HYDE PARK, N.Y. -- Long before taking on the role of Captain Hikaru Sulu in “Star Trek” and decades before crafting a ubiquitous social media presence, actor George Takei was a prisoner on American soil.
He was a 5-year-old child in 1942 when he and his family were taken from their California home and placed in an internment camp. The Takei family was but a handful of roughly 120,000 Japanese Americans imprisoned after the attack on Pearl Harbor.
The 79-year-old actor and human rights advocate spoke of his experiences as a young child of Japanese ancestry during a talk Sunday at the Franklin D. Roosevelt Presidential Library, before the opening of the library’s new exhibit, “Images of Internment: The Incarceration of Japanese Americans during World War II.”

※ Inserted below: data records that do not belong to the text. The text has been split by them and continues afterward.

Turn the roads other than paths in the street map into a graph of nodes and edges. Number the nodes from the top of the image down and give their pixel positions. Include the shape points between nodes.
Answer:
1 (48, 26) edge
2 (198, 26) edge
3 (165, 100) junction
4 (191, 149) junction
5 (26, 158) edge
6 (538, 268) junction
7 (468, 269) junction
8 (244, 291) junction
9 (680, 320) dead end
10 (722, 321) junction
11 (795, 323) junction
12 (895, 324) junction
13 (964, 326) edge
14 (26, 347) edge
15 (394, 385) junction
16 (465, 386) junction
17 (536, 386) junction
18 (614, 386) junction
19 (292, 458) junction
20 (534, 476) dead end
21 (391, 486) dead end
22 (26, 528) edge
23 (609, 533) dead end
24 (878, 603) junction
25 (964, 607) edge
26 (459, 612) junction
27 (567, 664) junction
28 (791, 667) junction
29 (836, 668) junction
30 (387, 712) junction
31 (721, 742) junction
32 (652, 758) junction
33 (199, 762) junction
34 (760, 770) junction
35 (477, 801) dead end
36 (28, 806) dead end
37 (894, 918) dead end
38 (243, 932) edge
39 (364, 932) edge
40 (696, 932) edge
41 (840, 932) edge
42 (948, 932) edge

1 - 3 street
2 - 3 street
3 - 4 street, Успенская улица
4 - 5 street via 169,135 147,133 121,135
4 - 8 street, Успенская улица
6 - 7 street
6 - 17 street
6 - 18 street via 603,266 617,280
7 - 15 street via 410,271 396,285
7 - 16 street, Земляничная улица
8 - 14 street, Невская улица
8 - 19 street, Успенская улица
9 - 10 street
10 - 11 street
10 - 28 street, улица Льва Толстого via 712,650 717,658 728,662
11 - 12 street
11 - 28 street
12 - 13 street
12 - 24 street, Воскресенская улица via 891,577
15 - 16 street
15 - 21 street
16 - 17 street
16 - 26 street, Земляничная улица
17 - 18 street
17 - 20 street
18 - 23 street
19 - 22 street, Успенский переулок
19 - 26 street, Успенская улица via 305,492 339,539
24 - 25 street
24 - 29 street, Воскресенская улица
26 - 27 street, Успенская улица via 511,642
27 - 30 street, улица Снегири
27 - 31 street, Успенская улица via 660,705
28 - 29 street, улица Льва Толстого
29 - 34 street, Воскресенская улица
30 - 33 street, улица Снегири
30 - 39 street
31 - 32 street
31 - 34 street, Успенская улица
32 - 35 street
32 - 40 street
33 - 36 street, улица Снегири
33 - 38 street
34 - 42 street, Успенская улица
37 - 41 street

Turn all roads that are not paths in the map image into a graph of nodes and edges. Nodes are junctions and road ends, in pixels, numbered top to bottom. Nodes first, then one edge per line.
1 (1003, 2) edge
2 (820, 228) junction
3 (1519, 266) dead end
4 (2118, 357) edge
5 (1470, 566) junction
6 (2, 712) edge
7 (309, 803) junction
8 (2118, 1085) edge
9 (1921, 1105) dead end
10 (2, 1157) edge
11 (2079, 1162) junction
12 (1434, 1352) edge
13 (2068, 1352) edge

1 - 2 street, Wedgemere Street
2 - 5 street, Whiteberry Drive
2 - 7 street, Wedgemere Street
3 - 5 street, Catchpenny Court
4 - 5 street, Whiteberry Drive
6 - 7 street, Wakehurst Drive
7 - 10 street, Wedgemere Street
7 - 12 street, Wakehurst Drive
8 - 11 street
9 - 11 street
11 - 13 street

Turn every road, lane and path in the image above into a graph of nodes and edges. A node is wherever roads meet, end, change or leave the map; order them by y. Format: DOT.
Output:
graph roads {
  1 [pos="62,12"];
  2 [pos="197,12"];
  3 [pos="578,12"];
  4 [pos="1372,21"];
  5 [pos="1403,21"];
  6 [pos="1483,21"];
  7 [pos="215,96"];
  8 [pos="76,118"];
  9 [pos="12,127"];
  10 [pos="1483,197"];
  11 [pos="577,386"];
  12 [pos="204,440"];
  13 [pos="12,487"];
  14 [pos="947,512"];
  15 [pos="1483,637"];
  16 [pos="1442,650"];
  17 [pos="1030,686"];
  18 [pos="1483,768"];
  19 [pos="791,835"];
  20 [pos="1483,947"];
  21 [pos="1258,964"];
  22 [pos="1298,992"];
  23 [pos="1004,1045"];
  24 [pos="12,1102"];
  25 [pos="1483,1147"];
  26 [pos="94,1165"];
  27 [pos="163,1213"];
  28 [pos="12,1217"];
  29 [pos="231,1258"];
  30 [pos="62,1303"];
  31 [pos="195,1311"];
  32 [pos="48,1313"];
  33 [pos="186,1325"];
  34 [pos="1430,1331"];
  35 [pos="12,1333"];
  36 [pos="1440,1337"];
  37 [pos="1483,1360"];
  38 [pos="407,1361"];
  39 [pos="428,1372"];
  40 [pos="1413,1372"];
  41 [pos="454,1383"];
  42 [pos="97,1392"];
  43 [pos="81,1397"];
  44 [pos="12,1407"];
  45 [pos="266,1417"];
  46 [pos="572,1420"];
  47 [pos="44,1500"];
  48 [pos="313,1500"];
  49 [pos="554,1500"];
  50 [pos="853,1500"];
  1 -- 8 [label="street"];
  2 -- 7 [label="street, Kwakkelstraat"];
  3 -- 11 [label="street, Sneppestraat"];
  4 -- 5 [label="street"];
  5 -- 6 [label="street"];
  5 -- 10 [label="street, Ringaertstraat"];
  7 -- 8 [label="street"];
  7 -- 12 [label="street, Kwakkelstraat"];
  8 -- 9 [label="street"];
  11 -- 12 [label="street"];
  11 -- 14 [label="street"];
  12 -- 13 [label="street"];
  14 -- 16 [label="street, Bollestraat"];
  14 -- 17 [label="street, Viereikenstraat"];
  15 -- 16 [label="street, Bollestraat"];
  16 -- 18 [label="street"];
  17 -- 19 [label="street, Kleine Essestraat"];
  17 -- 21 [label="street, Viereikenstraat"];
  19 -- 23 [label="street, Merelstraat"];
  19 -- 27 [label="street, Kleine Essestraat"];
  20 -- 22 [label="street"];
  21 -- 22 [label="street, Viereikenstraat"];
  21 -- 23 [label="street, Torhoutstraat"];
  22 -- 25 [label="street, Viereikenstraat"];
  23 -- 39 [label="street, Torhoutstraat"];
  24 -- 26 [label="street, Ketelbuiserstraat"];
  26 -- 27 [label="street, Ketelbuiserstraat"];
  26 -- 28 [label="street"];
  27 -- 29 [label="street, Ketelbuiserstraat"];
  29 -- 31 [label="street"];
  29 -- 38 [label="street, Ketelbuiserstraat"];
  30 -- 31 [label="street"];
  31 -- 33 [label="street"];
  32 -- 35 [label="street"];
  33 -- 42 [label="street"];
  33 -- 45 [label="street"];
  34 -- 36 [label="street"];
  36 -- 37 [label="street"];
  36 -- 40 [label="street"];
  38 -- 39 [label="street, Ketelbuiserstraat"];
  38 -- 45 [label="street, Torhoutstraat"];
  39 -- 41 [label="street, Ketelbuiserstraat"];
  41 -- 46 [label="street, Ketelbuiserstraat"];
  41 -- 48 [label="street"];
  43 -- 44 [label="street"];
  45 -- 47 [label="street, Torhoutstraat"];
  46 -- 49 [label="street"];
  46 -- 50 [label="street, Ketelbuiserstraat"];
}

Some of the experiences he detailed include the morning he learned that Roosevelt had signed executive order 9066, which allowed the government to intern Japanese Americans, according to the Journal, which reported that Takei then discussed his family's forced transportation to a camp and the "degrading, painful conditions" present there.
While speaking about the events of more than 70 years ago, Takei peppered his remarks with allusions to today’s political environment, specifically linking Roosevelt's executive order to the recent attempt by President Donald Trump to sign an executive order banning people from seven majority Muslim countries from entering the United States, according to the Journal.